Solved...at least for me, finally....
Like so many others, I have tried every single workaround mentioned here, and in other posts. It's clearly an OS related issue. Something is preventing the DHCP response from getting back to the kernel and then bound to the adapter. I have found a new and excellent utility, however, in IPNetMonitorX...very capable. It allows you to troubleshoot DHCP from a given interface (en1 for the wireless in my case). Unlike an OS DHCP request, this tool simply creates the request and looks for the response...it doesn't actually try to bind it to the interface. What you can see with the utility, however, is that the request goes out, and the DHCP server responds as expected, including the expected IP address assignment. In my case, it's the DHCP assignment that doesn't happen, and that's ONLY on the en1 (wifi) interface. Ethernet works just fine. Also, assigning a manual IP address/gateway/netmask also works just fine, which confirms that it's not a hardware issue.
Again, I've tried absolutely everything to resolve this, with no luck. Including a clean install of Mavericks. After a CLEAN install of Mavericks, wireless/DHCP works as expected...encouraging. I then restored my user data from Time Machine (excluding the System/Network settings explicitly) and the problem shows up again. That means its specific to a particular application I have installd I expect.
As a workaround, I decided to leverage a small USB Wireless adapter I had laying around. In my case, it was a Tenda Nano USB adapter.
http://www.tenda.cn/tendacn/product/show.aspx?productid=375
It was not recognized by the Mac, so I pulled down the dirvers from their website:
http://www.tenda.cn/tendacn/DownLoads/show.aspx?downid=916
Under that installer, I went to Macintosh->WS541U W311M..
There was a version 3.0 as well as 4.1.5 driver.

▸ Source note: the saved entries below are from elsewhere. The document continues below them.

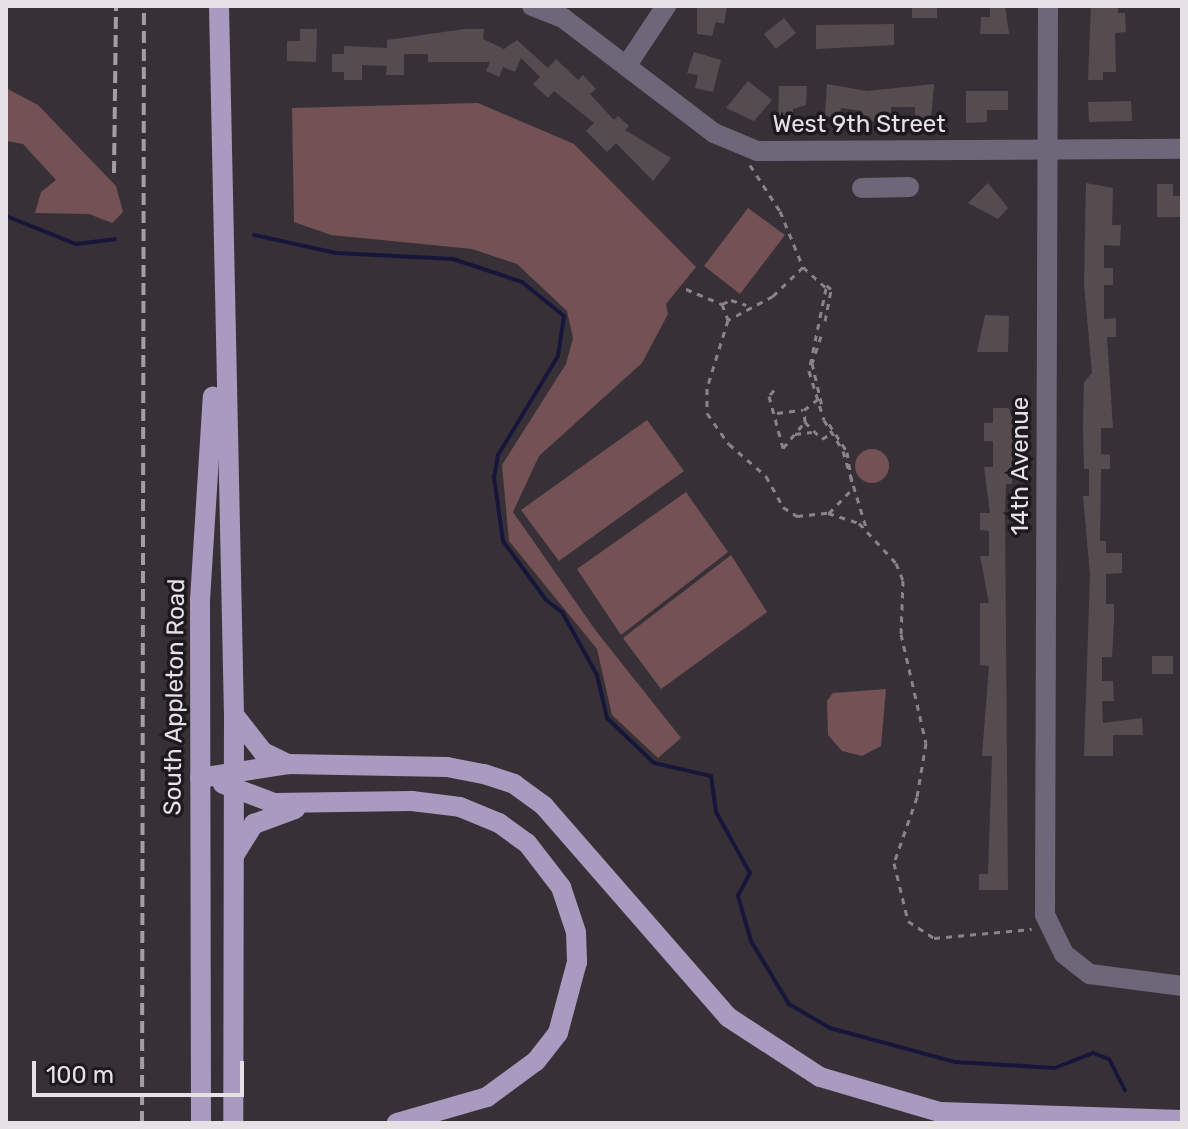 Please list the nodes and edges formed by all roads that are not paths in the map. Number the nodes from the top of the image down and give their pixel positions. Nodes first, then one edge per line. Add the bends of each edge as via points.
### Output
1 (219, 6) edge
2 (532, 6) edge
3 (666, 6) edge
4 (1048, 6) edge
5 (627, 65) junction
6 (1182, 149) edge
7 (883, 152) junction
8 (1047, 152) junction
9 (909, 187) dead end
10 (862, 188) dead end
11 (883, 188) junction
12 (220, 272) junction
13 (234, 715) junction
14 (288, 764) junction
15 (200, 778) junction
16 (233, 779) junction
17 (319, 805) junction
18 (235, 854) junction
19 (1182, 986) edge
20 (1182, 1120) edge
21 (201, 1123) edge
22 (233, 1123) edge
23 (397, 1123) edge

1 - 12 main road, South Appleton Road
2 - 5 street, West 9th Street via 563,18
3 - 5 street
4 - 8 street, 14th Avenue
5 - 7 street, West 9th Street via 693,119 757,151
6 - 8 street, West 9th Street
7 - 8 street, West 9th Street
7 - 11 street
8 - 19 street, 14th Avenue via 1048,926 1064,954 1090,974
9 - 11 street
10 - 11 street
12 - 13 main road, South Appleton Road
12 - 15 main road, South Appleton Road via 200,600
13 - 14 main road via 263,752
13 - 16 main road, South Appleton Road
14 - 16 main road
14 - 20 main road via 447,767 514,784 544,806 728,1017 820,1077 940,1112
15 - 16 main road
15 - 21 main road, South Appleton Road
16 - 17 main road via 274,803
16 - 18 main road, South Appleton Road
17 - 18 main road via 254,824
17 - 23 main road via 412,801 460,807 499,823 546,863 569,903 576,932 572,992 558,1033 536,1061 487,1097
18 - 22 main road, South Appleton Road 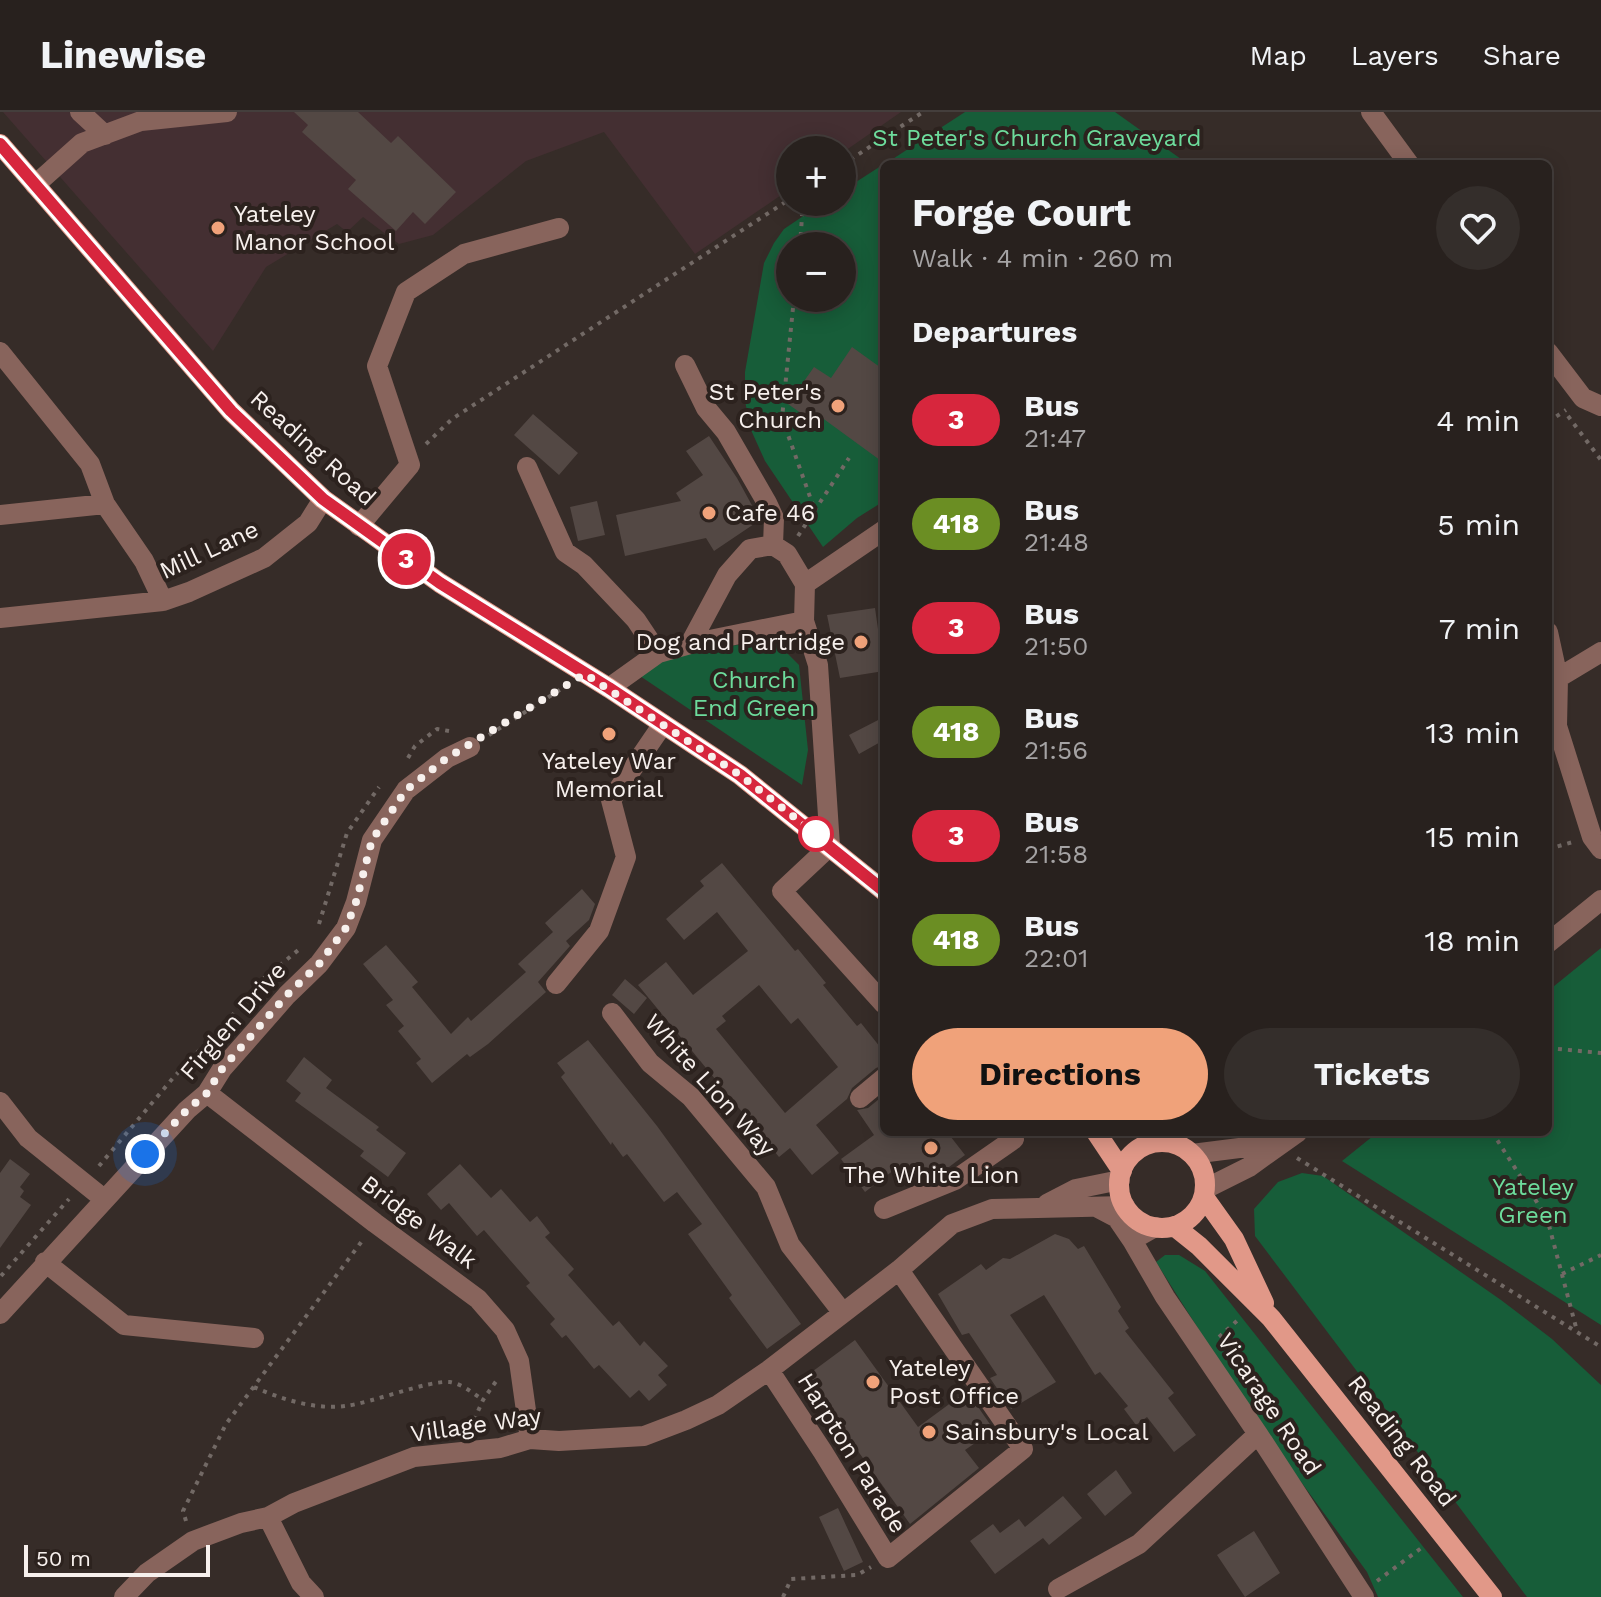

It's dated back to 2011_07_18 and references very old versions of Mac OS X....but it was the most recent I could find.
I ran the installer, which required admin as well as a reboot.
As soon as my Mac booted...I was very suprised to see that my INTERNAL wifi immediately connected properly and received a DHCP address.
Doesn't make much sense, as the Tenda uses a generic ralink chipset, which I believe is different than the airport's chipset, but apparently something in the installer made a difference.
It's been a couple of days....multiple reboots, sleeps, network switching and everything is working like it should!
For anyone in my situation, it certainly can't hurt!
Good luck!!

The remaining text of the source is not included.